La vraie vie, la vie enfin découverte et éclaircie, la seule vie par conséquent réellement vécue, c'est la littérature.



mercredi 16 février 2011

La victime est là, au milieu de ces folios jaunis, pantelante, et cependant le métier d’historien ne saurait se limiter à l’exercice de la seule sensibilité.


Nathan Wachtel, La Foi du souvenir, labyrinthe marranes, Paris, Seuil, 2001.
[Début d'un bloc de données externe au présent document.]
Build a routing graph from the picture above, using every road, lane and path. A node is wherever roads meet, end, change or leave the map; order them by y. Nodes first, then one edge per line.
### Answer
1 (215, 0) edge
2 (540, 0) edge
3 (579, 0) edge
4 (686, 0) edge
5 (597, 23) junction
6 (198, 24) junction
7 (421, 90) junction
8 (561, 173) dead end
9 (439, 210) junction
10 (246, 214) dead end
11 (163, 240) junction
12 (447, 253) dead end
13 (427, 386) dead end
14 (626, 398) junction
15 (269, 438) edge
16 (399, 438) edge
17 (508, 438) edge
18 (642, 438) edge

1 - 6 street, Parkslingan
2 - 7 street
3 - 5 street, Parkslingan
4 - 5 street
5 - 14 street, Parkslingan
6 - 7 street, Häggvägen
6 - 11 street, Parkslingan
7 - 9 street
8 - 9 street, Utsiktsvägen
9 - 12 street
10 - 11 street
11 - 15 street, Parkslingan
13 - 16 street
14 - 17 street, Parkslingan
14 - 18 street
Un livre d’histoire, à la fois bouleversant, instructif et qui ouvre l’imagination. Nathan Wachtel a travaillé sur l’Inquisition et les marranes, ces juifs qui essaient de préserver leur culture après 1492, une date qui n’ouvre pas la modernité. Son enquête ne couvre pas la péninsule ibérique mais le Nouveau Monde car la folie des tribunaux n’a pas été arrêtée par l’Atlantique. Dans les archives, il retrouve les traces d’individus et de familles, qui fuient l’Espagne, tentent de s’installer au Mexique ou au Pérou, circulent de ville en ville, s’allient, élaborent des stratégies pour survivre, avouant, se convertissant, résistant. Au final, on en vient à s’interroger sur ce qui fait la foi juive ou toute religion : en effet, à force de se cacher, les marranes ne connaissent plus l’hébreu, ni les dogmes juifs. Wachtel donne des extraits des interrogatoires où les condamnés tentent de se dire bons chrétiens et livrent une foi embrouillée où saint Moïse côtoie saint Antoine pour protéger les accouchées. Il leur reste des gestes : ne pas manger de porc, une bougie sur le bord de la fenêtre le vendredi soir, la communion avec du pain azyme, des choses qu’on fait et d’autres qu’on ne fait pas. Des rituels dépourvus de toute signification mais qui témoignent d’une identité différente, d’un passé lointainement hérité et presque oublié. Il en existe dans toutes les familles.

Mon héritage

Il ne me reste que souvenances,
Mémoire que j’approche,
Trésors qui forment mon héritage,
Conservés en tendresse.

Cuisante plongée parmi les morts,
Linceuls de lin blanc,
Pierres abandonnées sur les tombes,
Au bord de mon chemin.

Les psaumes protègent nos vies
Et la prière de la prochaine lune
Guérit mes blessures.

À la tombée du vendredi,
La clarté des bougies du Samedi
Illumine ma joie première.

Poème d’Odmar Pinheiro Braga, traduit du portugais par Jean-Frédéric Schaub.

2 commentaires:

catherine a dit…

LE JOURNAL D'UNE LECTRICE EST UN BLOG QUI ME PLAIT !

nathalie a dit…

merci Cath pour ces encouragements, on fait ce qu'on peut.